= Hernando de Grijalva =

Spanish explorer

Hernando de Grijalva, who died in 1537 in the course of a crossing of the Pacific Ocean, was a Spanish navigator and explorer in the service of Hernán Cortés. He is known mainly for the discovery of the archipelago of Revillagigedo (1534) and the first crossing from Peru to New Guinea, being killed by mutineers en route.

This last voyage is known from the account of António Galvão (-1537) , who received the testimony of the surviving mariners, and of Diogo do Couto (1542-1616).

== Biography ==
=== Family origins ===

He may be related to Juan de Grijalva, who explored the coasts of Mexico from Yucatán to the island of San Juan de Ulúa in 1518.

=== Beginnings in the New World ===

In 1518, he was in Cuba, which had been conquered in 1511, at the time when Hernan Cortés was preparing his expedition to Mexico.

In August 1521, Cortés seized the capital of the Aztec Empire, Tenochtitlan, and founded the colony of New Spain, of which he was captain general, recognized by Charles V from 1522. Grijalva remained in Cortés' service.

After expeditions to Honduras (1524-1526) and a stay in Spain (1529-1530), the latter organized expeditions to "California", a country still unexplored at that time.
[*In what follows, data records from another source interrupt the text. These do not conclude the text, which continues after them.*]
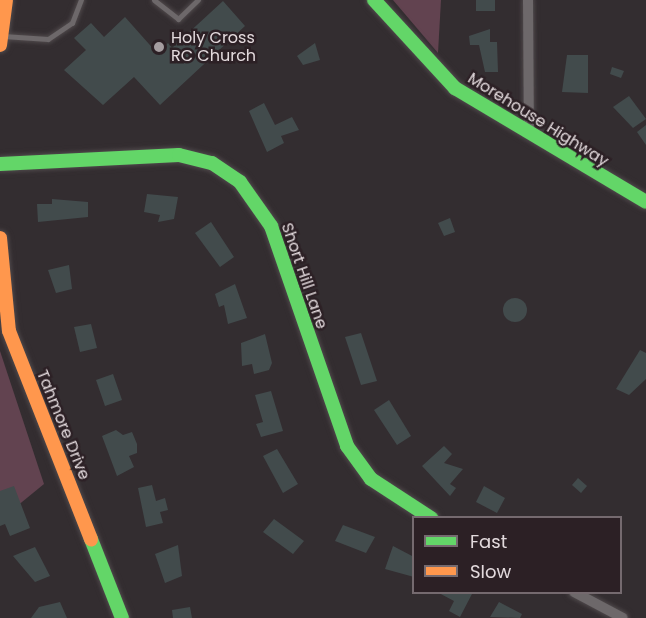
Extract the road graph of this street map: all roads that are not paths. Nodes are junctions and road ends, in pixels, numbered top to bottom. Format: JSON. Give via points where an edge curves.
{"nodes":[{"id":1,"x":6,"y":0,"type":"edge"},
{"id":2,"x":81,"y":0,"type":"edge"},
{"id":3,"x":154,"y":0,"type":"edge"},
{"id":4,"x":198,"y":0,"type":"edge"},
{"id":5,"x":374,"y":0,"type":"edge"},
{"id":6,"x":528,"y":0,"type":"edge"},
{"id":7,"x":1,"y":40,"type":"edge"},
{"id":8,"x":529,"y":133,"type":"junction"},
{"id":9,"x":0,"y":164,"type":"edge"},
{"id":10,"x":646,"y":202,"type":"edge"},
{"id":11,"x":0,"y":238,"type":"edge"},
{"id":12,"x":428,"y":516,"type":"edge"},
{"id":13,"x":578,"y":594,"type":"edge"},
{"id":14,"x":122,"y":618,"type":"edge"},
{"id":15,"x":623,"y":618,"type":"edge"}],
"edges":[{"from":1,"to":7,"type":"street"},
{"from":2,"to":7,"type":"lane","via":[[72,23],[48,39]]},
{"from":3,"to":4,"type":"lane","via":[[178,20]]},
{"from":5,"to":8,"type":"street","name":"Morehouse Highway","via":[[455,88]]},
{"from":6,"to":8,"type":"street"},
{"from":8,"to":10,"type":"street","name":"Morehouse Highway"},
{"from":9,"to":12,"type":"street","name":"Short Hill Lane","via":[[179,155],[212,163],[240,182],[271,226],[347,446],[370,479]]},
{"from":11,"to":14,"type":"street","name":"Tahmore Drive","via":[[9,331]]},
{"from":13,"to":15,"type":"street"}]}
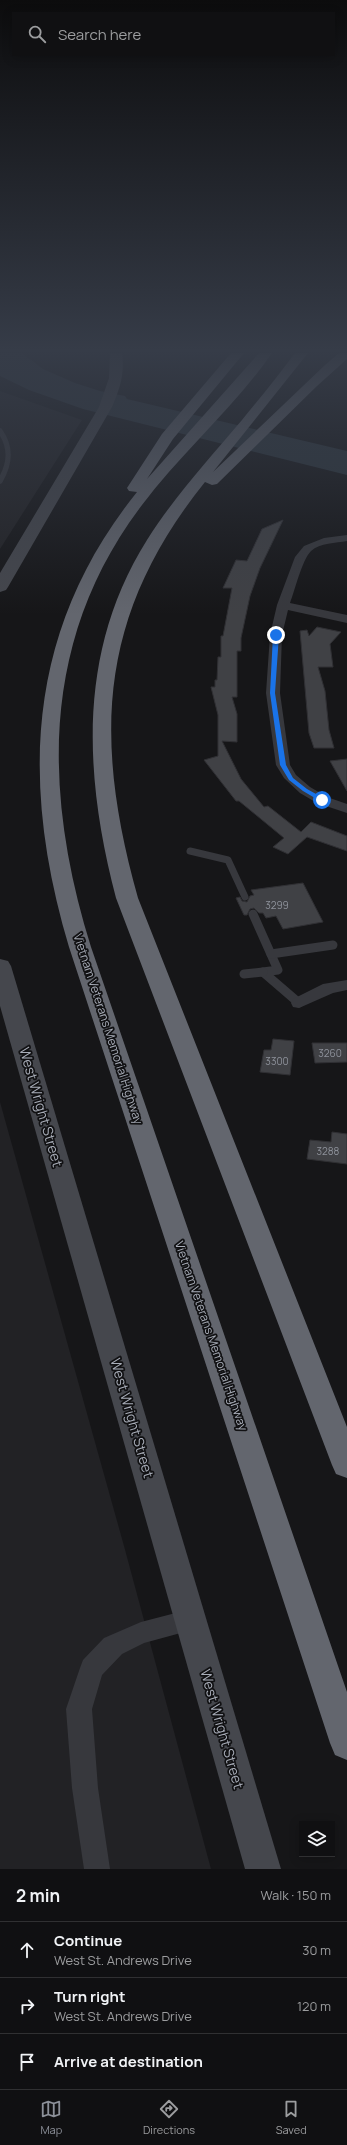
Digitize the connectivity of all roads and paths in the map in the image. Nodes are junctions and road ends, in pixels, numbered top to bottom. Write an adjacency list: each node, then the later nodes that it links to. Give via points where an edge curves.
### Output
1 (6, 440): 6 (lane, via 9,446 9,456 7,470)
2 (87, 440): 9 (street)
3 (177, 440): 25 (highway, Vietnam Veterans Memorial Highway, via 90,572 69,624 52,700 48,763 50,804 61,878 85,962)
4 (232, 440): 7 (highway)
5 (257, 440): 7 (highway)
6 (0, 481)
7 (168, 520): 23 (highway, via 129,589 110,652 101,738 102,777 109,829 116,864 127,898)
8 (347, 538): 10 (street, via 328,540 308,548 300,556)
9 (0, 587)
10 (282, 605): 11 (street); 12 (street, via 276,635 273,693 283,765 291,778 305,790 322,800)
11 (347, 619)
12 (347, 809)
13 (190, 851): 14 (lane, via 228,860)
14 (244, 896)
15 (252, 914): 17 (lane)
16 (333, 945): 17 (lane)
17 (271, 954): 19 (lane, via 278,970)
18 (0, 966): 24 (street, West Wright Street)
19 (263, 972): 20 (lane); 22 (lane)
20 (244, 974)
21 (347, 985): 22 (street, via 329,988)
22 (299, 1002)
23 (347, 1465)
24 (191, 1620): 26 (street, via 141,1633 113,1646 92,1668 79,1709 85,1788); 27 (street, West Wright Street)
25 (347, 1743)
26 (97, 1869)
27 (263, 1869)

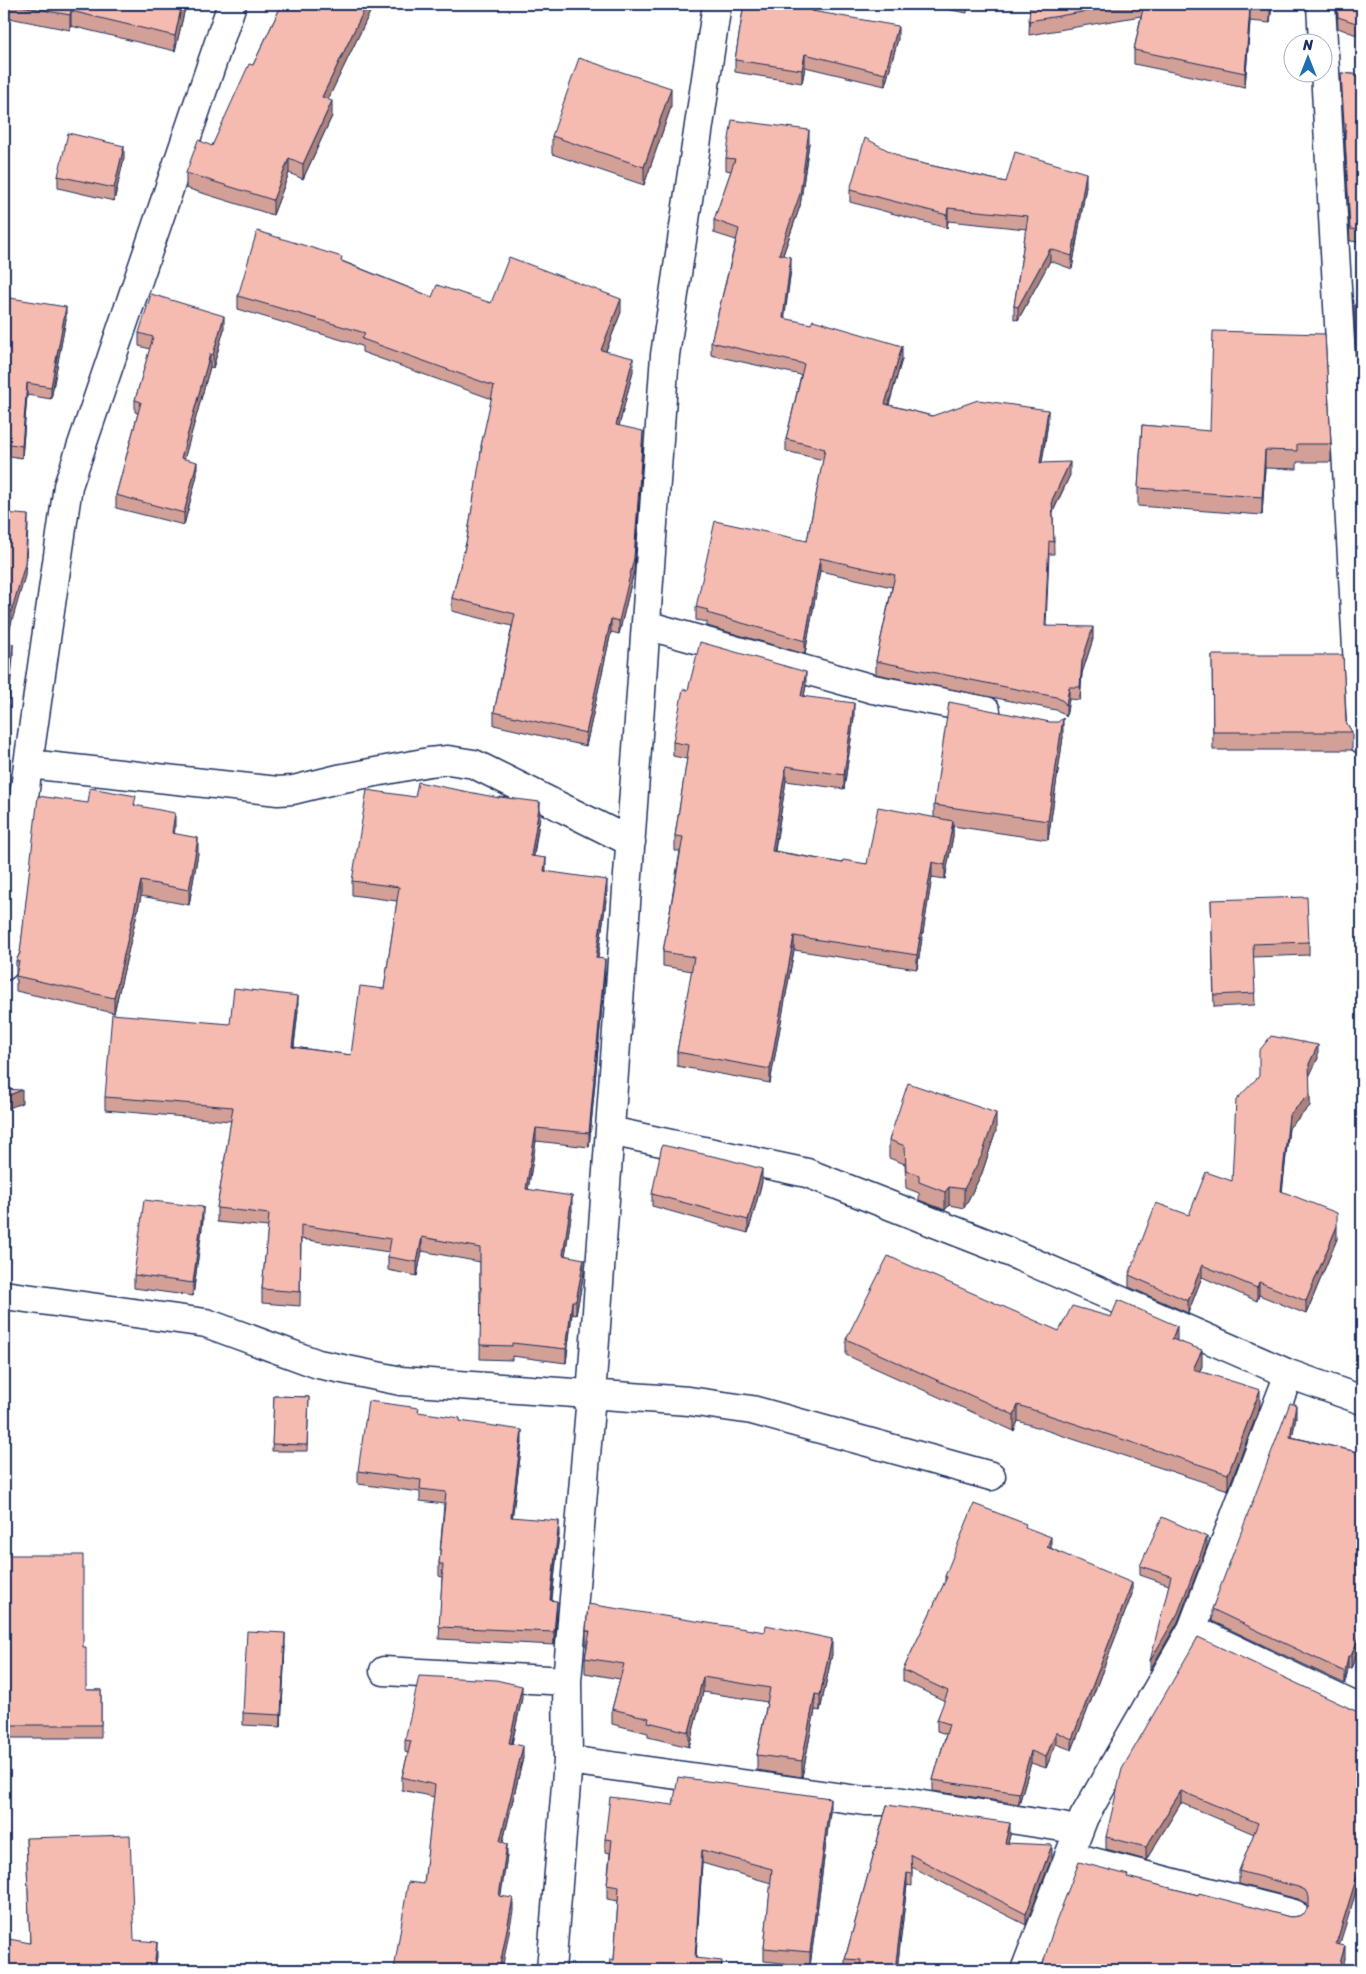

===Expeditions to California (1533-1535) ===
The first expedition took place in 1532, under the command of Diego Hurtado de Mendoza. When she did not return (she had disappeared under unknown circumstances), Cortés sent a relief expedition commanded by Diego de Becerra.

In this expedition, Grijalva was captain of the "San Lazaro", the second ship of the squadron. The two ships, which left Manzanillo during the autumn of 1533, were separated in December.

Grijalva, sailing out to sea, discovered the Revillagigedo Islands, then returned to the port of departure in February 1534 (the other ship experienced the mutiny of the pilot Fortún Ximénez and reached Baja California).

In 1535, Grijalva participated in the third expedition, led by Cortés himself. But the "San Lazaro" having run aground, Grijalva was forced to wait for Cortés' return to return to New Spain (April 1536).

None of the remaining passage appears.